Green Shoots of Private Enterprise Growth

Growth and improvement is evident in some areas of the private sector in North Korea, Ishimaru Jiro of ASIAPRESS revealed on the 16th, pointing to the growth of bigger, better private transit concerns and relatively productive coal mining operations as evidence of this trend.

In the past, trains were almost the only viable means of long-distance transportation in North Korea. Then, as private business began to grow and the railways fell into a deep malaise, vehicles such as trucks and cars belonging to military bases, state security and state enterprises were pushed into service to earn money for moving people; this, the so-called ‘servi-cha’ industry.

The servi-cha industry has long been fragmented and small scale; but now transportation companies run by rich individuals (‘donju’) which purchase several buses and hire drivers, guides and mechanics, are acting just as a transit company in a capitalist state would do.

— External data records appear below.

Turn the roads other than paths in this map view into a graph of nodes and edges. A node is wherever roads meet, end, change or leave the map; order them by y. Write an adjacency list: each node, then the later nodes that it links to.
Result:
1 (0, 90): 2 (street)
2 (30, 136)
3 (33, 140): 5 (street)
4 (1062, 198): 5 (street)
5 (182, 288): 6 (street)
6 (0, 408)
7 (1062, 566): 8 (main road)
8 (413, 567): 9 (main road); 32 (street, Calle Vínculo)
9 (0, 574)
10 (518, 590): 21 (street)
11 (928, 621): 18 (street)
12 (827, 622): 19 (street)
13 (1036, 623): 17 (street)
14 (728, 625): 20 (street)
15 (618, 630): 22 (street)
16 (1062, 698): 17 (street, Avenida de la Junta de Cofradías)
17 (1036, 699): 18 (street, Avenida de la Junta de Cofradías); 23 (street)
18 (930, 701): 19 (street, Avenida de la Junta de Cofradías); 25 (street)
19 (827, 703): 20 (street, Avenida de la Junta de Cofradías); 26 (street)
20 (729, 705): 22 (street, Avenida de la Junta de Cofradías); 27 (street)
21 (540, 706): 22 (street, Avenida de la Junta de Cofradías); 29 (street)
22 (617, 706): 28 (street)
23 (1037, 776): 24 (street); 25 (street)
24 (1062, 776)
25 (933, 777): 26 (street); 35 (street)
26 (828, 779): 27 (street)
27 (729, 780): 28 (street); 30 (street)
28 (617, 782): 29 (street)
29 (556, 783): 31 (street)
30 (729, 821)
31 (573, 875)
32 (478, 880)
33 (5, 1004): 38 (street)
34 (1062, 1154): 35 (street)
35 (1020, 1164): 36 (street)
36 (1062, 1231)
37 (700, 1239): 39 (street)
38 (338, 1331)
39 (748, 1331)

With profit-sharing and bribery as the backbone, a large number of North Korean organs and enterprises have decided to lend their name to these individuals, fuelling the growth and development of a network of sorts.

“From the early 2000s, a high-speed bus network mostly between major cities began to emerge,” Ishimaru, revealing the latest research by ASIAPRESS internal North Korean sources, commented. “The companies are packaged as an enterprise affiliated to some state authority outwardly, but they are actually operated by individuals who pay kickbacks to that authority.”

The People’s Safety Ministry affiliated 116 Task Force Team is one such transportation company, Ishimaru says. It operates buses connecting Shinuiju, South Pyongan Province and Pyongyang. Ordinarily, the bus parks at a station or major public location, and then departs when it is full of passengers going to the next destination.

However, there are risks. Ishimaru also revealed that the Chosun People’s Army’s General Political Department-affiliated ‘Ullim’, which had monopolized bus operations between Chongjin and Musan, was dissolved in April, 2011 after it failed to pay off the proper people.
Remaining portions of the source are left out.